= Beginning of Section =
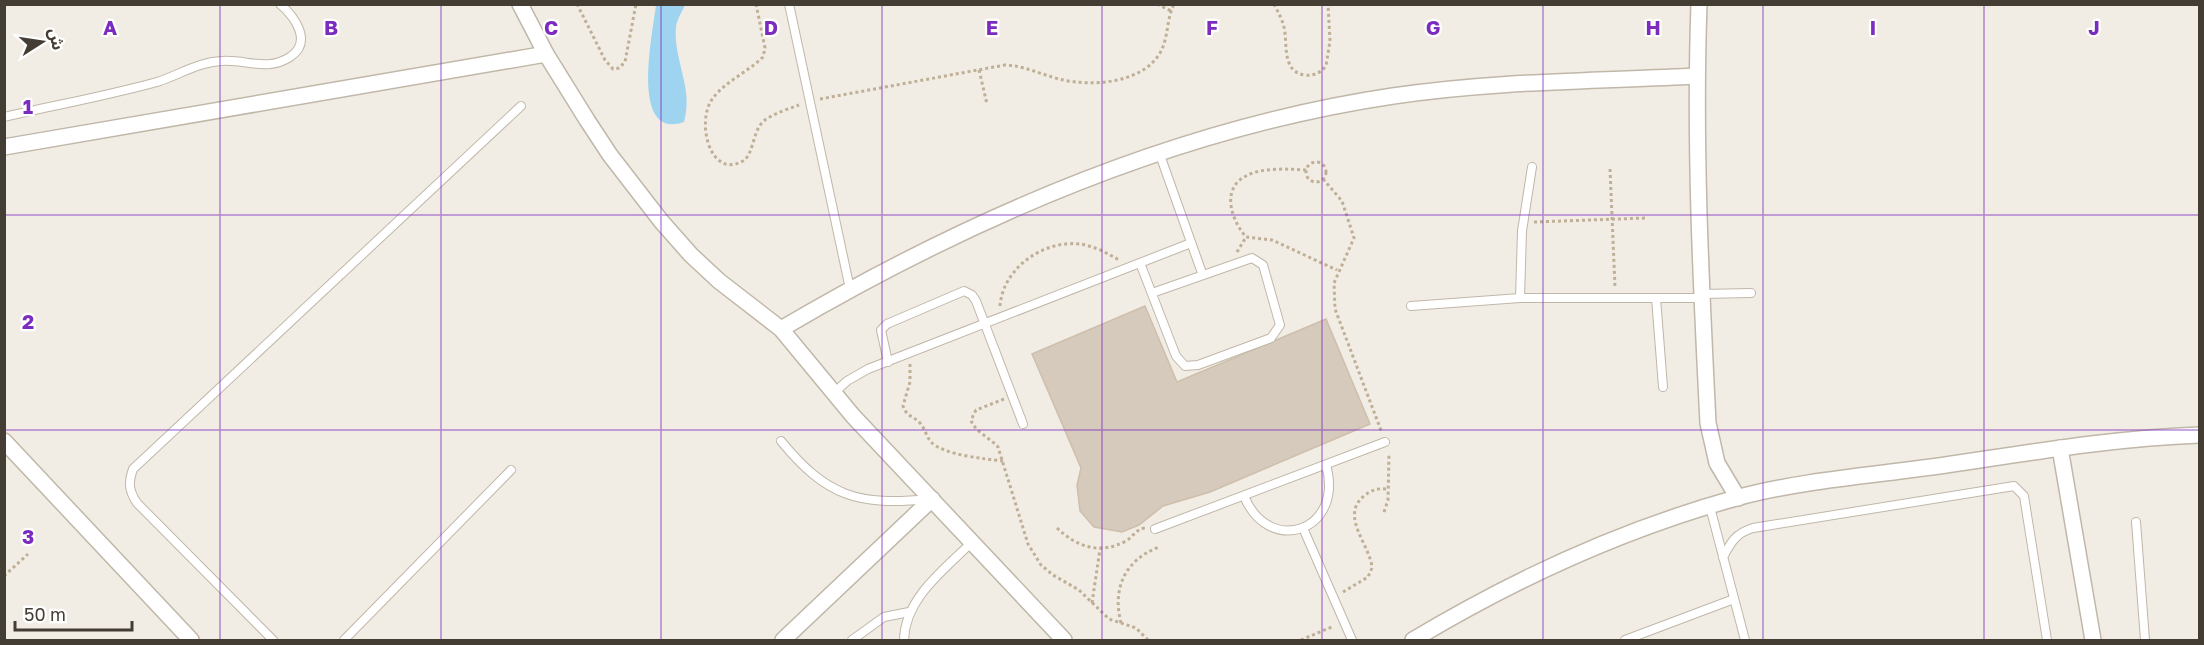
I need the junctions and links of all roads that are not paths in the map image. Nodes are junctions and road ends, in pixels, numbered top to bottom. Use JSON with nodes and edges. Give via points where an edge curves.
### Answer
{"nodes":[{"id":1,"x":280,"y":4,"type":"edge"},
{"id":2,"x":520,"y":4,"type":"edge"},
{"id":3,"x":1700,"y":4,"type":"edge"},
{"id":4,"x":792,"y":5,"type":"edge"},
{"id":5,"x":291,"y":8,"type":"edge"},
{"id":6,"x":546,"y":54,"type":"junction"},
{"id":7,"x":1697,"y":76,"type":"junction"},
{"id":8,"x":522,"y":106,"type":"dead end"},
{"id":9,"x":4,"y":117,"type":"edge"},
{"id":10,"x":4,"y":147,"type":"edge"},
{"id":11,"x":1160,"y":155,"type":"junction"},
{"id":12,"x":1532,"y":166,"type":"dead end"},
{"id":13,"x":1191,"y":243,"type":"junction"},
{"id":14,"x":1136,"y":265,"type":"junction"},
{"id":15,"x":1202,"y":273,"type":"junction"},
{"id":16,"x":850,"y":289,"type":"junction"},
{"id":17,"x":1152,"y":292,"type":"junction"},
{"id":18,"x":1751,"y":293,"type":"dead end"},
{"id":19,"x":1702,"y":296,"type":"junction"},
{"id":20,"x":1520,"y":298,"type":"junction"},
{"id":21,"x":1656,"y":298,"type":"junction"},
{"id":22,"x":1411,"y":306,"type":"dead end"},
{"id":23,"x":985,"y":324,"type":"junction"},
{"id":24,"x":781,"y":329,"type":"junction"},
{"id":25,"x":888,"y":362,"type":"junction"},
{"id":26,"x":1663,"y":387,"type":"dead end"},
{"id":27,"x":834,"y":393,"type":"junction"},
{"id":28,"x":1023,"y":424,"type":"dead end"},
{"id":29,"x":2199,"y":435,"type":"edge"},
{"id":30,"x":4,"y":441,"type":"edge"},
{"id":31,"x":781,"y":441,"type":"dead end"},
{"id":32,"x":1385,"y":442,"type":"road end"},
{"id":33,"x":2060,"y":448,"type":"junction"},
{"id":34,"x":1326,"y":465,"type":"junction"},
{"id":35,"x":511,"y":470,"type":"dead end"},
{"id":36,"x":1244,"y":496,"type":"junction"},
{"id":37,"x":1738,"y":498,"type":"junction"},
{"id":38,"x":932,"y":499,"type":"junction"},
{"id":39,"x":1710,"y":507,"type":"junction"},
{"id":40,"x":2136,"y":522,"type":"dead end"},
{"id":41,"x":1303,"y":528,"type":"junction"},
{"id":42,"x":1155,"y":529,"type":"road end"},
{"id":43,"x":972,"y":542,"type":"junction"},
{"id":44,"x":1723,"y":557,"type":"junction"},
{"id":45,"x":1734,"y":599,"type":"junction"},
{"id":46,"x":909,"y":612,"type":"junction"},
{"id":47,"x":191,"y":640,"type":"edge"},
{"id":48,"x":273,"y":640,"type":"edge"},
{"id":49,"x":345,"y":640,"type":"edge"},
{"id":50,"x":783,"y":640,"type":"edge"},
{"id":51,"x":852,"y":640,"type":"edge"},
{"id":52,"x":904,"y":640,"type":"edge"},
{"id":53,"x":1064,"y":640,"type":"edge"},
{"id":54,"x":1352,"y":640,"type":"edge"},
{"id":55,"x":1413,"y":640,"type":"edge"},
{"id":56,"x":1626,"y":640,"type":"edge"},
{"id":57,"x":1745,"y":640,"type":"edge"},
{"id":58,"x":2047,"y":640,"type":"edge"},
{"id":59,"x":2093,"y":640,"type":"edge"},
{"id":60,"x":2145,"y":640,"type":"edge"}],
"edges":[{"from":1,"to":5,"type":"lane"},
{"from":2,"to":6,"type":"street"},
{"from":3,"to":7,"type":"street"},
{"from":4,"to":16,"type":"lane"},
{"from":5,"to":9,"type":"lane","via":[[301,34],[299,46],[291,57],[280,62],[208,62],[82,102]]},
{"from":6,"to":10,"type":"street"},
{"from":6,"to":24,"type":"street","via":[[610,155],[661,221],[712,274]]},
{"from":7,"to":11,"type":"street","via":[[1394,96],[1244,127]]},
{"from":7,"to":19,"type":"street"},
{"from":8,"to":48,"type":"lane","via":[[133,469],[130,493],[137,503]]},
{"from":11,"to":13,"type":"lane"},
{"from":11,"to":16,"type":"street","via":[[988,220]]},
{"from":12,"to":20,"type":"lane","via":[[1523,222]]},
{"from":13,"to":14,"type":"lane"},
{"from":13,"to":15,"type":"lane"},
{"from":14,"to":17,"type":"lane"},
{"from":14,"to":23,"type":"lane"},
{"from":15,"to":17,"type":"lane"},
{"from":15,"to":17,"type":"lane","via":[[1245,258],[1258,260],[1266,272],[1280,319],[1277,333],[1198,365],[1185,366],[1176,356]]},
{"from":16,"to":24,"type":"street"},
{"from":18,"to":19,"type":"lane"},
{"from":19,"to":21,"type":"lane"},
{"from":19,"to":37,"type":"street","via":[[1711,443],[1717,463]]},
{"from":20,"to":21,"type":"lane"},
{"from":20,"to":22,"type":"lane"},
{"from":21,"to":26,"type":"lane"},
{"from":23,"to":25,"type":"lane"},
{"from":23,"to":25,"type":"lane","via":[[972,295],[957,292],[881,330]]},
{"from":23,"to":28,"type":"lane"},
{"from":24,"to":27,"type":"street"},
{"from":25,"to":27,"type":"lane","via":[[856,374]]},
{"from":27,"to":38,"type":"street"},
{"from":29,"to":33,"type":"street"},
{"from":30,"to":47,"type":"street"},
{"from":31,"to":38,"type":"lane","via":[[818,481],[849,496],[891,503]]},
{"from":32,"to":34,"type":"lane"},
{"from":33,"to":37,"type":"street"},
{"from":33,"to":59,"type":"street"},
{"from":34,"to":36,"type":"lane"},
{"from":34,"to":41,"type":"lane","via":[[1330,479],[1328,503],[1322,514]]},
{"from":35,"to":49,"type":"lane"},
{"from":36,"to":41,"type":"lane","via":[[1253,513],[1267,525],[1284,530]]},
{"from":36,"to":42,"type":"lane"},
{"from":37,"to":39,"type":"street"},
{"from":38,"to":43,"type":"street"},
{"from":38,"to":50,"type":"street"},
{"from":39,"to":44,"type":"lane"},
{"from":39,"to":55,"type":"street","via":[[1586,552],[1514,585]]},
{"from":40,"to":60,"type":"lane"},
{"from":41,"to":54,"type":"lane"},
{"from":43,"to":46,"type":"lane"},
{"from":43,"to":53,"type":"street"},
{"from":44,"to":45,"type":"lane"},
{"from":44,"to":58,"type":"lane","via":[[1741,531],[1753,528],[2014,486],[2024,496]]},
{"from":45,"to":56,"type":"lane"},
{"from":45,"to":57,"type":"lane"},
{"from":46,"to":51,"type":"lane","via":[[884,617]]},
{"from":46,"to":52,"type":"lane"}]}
= End of Section =
= Beginning of Section =
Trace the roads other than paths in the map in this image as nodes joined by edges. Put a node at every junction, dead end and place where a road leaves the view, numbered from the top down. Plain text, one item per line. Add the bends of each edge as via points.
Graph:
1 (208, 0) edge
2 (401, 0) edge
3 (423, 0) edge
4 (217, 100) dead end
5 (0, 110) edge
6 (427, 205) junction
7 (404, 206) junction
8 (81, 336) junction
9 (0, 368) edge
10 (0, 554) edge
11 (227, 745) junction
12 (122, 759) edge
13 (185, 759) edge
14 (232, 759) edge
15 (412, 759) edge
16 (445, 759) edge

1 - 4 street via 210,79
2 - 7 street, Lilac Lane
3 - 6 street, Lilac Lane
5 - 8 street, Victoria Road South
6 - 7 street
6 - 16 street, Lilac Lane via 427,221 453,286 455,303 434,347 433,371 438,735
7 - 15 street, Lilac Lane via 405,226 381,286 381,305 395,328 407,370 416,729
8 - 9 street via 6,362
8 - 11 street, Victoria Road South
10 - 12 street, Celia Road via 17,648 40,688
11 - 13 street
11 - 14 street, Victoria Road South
= End of Section =
= Beginning of Section =
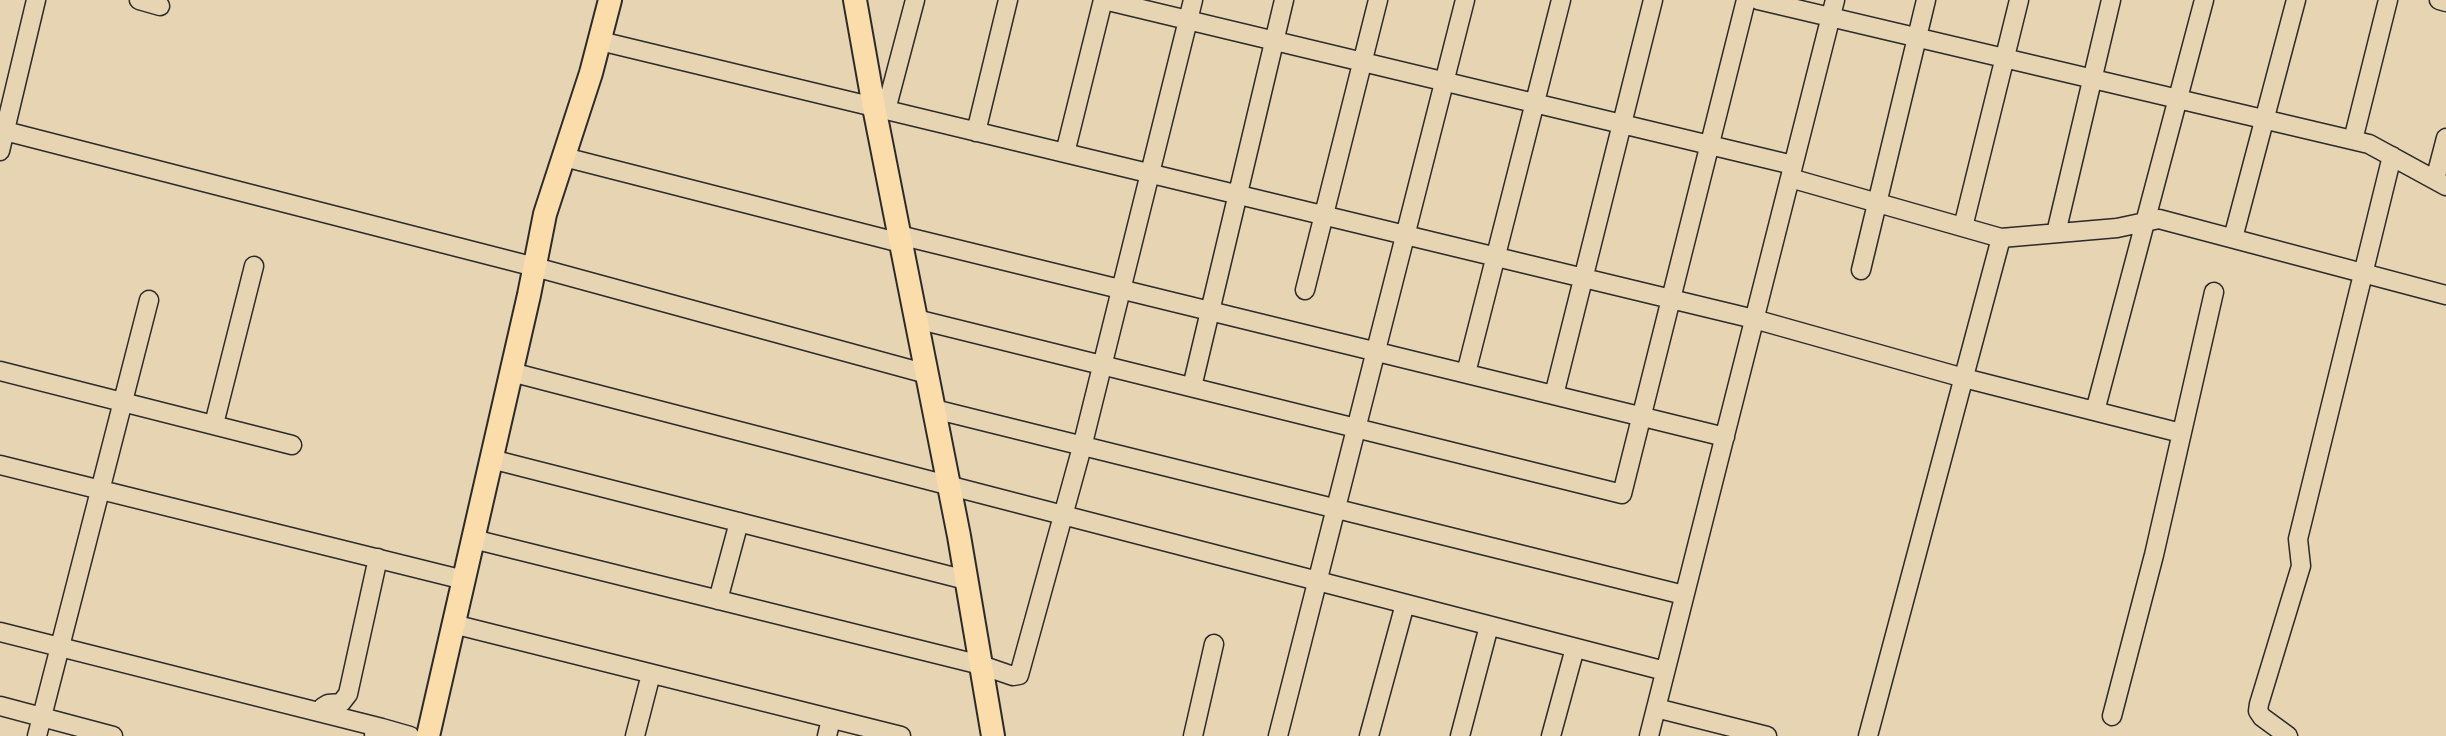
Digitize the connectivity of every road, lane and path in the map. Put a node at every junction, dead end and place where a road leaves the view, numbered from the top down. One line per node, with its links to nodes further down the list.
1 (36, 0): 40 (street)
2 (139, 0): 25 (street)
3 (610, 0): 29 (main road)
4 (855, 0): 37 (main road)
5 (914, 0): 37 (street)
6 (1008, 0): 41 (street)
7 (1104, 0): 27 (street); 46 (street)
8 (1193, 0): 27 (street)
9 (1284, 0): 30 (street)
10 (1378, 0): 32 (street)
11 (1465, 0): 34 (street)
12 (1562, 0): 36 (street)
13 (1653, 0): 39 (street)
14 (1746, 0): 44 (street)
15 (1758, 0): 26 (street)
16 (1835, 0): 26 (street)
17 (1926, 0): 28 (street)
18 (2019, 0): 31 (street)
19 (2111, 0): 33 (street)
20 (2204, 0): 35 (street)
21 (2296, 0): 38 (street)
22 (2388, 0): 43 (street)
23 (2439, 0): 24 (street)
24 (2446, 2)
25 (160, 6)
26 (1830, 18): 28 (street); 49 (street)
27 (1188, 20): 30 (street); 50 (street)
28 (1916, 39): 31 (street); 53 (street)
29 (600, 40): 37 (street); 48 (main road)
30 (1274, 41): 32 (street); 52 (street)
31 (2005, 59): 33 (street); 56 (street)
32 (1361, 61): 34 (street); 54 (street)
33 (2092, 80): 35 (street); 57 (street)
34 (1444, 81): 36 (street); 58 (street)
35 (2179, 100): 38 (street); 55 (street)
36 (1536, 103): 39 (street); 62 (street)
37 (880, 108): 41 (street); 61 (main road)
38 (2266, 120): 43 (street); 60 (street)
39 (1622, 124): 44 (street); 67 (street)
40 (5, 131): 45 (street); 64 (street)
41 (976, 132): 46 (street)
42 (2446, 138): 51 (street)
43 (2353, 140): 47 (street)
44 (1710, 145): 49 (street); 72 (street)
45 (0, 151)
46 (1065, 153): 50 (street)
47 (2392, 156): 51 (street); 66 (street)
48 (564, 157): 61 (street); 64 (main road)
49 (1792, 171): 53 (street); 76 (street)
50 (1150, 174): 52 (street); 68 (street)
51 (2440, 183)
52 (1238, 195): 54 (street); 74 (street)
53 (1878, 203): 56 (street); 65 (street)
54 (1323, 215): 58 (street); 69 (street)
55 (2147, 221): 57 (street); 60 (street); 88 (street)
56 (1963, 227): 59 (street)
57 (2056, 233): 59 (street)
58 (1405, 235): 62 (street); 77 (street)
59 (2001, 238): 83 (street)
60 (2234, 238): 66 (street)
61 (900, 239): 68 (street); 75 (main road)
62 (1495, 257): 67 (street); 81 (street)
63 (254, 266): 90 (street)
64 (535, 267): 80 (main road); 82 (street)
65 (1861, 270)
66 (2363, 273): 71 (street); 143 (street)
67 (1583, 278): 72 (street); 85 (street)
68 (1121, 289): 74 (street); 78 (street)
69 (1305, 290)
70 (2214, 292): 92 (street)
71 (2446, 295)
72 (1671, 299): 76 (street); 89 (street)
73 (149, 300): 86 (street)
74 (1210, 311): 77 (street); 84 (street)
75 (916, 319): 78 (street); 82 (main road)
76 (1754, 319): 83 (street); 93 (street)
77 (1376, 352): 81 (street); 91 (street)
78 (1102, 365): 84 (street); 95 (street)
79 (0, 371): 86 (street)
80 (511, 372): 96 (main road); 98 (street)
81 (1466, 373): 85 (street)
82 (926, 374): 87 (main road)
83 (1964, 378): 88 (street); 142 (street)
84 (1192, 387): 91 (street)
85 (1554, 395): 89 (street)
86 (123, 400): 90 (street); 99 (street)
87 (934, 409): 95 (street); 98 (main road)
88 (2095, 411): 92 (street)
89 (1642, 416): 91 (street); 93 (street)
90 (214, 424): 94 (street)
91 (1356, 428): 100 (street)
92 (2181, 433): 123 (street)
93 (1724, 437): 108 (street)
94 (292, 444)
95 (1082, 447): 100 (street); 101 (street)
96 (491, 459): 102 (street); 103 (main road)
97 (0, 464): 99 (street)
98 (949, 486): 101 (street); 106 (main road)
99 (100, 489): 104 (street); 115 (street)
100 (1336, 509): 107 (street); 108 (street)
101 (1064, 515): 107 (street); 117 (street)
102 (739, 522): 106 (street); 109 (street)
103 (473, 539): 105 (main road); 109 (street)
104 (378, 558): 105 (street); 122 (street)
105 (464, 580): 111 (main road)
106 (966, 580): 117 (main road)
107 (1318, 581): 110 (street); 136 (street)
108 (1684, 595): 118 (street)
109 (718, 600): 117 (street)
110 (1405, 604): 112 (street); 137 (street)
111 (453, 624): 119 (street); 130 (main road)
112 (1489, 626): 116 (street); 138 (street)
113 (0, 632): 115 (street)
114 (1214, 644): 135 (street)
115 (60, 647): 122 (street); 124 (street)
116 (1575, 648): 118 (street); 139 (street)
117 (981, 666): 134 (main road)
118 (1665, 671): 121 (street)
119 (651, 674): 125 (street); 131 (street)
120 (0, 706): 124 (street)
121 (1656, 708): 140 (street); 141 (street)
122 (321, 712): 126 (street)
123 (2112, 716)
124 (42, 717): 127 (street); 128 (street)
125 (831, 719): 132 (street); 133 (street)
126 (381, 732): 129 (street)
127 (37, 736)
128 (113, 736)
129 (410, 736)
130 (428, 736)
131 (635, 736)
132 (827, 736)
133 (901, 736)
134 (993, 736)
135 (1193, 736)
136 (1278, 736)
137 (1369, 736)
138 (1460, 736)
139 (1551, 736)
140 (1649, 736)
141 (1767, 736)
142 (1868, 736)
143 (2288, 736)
= End of Section =
■ **TASK TO CARRY OUT**:
Say the number of lines in the entries that have the string "paths", and only that.

■ **SOLUTION FOR THIS PROBLEM**:
2